The immigration debate places Bush between competing Republican constituencies -- business leaders in search of a stable and legal supply of low-skill workers and conservative activists who say amnesty unfairly rewards those who violated the country's border laws.

U.S. and Mexican negotiators floated the possibility in July of granting legal amnesty to Mexican illegal immigrants. But some Republican lawmakers criticized the idea, and Bush in recent weeks has distanced himself from it.

After meeting Tuesday with Trent Lott, Republican leader of the Senate, Bush said he had previously told Fox that "there's no appetite for blanket amnesty in Congress." He said the issue of illegal immigration also involves people from other countries and that "this is going to take a while to bring all the different interests to the table."

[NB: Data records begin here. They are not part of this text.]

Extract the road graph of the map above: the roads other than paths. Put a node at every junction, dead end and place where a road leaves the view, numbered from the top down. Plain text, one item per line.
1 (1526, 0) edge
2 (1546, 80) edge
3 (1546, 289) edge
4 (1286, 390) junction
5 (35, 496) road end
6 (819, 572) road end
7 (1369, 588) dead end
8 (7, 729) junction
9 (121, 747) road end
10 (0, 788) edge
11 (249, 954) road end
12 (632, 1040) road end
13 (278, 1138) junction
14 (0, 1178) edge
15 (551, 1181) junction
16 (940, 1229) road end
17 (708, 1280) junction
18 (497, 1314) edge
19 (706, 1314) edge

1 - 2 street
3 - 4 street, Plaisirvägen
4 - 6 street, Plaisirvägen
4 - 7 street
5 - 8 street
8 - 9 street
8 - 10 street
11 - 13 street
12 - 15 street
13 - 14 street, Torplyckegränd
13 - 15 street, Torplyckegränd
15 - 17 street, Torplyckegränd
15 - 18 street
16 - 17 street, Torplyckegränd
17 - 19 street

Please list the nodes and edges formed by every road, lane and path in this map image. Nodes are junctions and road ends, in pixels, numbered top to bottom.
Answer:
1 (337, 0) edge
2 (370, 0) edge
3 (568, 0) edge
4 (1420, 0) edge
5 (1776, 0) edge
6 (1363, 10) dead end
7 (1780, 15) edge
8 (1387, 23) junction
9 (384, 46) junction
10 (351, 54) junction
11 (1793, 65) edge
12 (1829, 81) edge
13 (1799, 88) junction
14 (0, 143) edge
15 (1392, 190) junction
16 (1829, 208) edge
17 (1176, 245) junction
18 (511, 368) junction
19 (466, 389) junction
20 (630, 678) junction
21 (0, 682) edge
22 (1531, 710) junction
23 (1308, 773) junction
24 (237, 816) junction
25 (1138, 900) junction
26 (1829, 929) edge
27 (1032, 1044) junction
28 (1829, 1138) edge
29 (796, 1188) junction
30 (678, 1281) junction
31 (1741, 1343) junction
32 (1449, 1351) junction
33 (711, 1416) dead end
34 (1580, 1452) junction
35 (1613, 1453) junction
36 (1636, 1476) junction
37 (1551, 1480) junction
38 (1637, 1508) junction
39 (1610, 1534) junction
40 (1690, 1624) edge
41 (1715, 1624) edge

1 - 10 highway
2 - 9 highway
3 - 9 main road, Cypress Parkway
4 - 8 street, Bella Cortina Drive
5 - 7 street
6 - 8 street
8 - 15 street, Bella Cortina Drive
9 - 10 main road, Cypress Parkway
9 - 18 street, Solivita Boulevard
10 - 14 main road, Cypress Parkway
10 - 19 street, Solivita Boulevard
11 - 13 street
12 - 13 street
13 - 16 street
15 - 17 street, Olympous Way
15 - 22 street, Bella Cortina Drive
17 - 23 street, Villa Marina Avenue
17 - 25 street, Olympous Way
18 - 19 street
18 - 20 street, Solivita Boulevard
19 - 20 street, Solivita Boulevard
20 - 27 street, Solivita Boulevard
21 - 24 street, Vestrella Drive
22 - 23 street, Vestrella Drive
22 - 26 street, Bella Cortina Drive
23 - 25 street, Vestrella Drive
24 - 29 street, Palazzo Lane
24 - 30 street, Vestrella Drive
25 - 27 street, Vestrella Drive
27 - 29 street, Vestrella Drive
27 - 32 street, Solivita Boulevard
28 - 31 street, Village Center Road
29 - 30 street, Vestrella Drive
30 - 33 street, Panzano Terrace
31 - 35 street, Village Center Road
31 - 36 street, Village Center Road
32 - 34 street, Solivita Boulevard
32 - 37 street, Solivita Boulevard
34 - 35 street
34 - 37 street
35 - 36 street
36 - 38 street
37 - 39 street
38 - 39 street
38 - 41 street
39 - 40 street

Fox was to address a joint session of Congress Thursday morning. Lott and two other senior Republican senators from Mexico border states, Phil Gramm of Texas and Pete Domenici of New Mexico, praised him on Wednesday but refused to back his timetable for undocumented workers.

"This is the first time since I've been a senator that we have a president of Mexico that is not bad-mouthing America," Domenici said. "He's talking about America as a friend, as a partner, instead of complaining about their problems as if we caused them."

Lott said he supported a guest-worker program that would allow Mexicans and other laborers to be in the United States "for a period of time," but he appeared cool to the idea of giving some of them permanent residency.

Bush's national security adviser, Condoleezza Rice, said Fox's challenge on a quick immigration accord did not take Bush or his top officials by surprise.

"We were aware that President Fox had this objective," Rice said. "And, indeed, we think that it would be terrific if we were able by the end of the year to achieve agreement."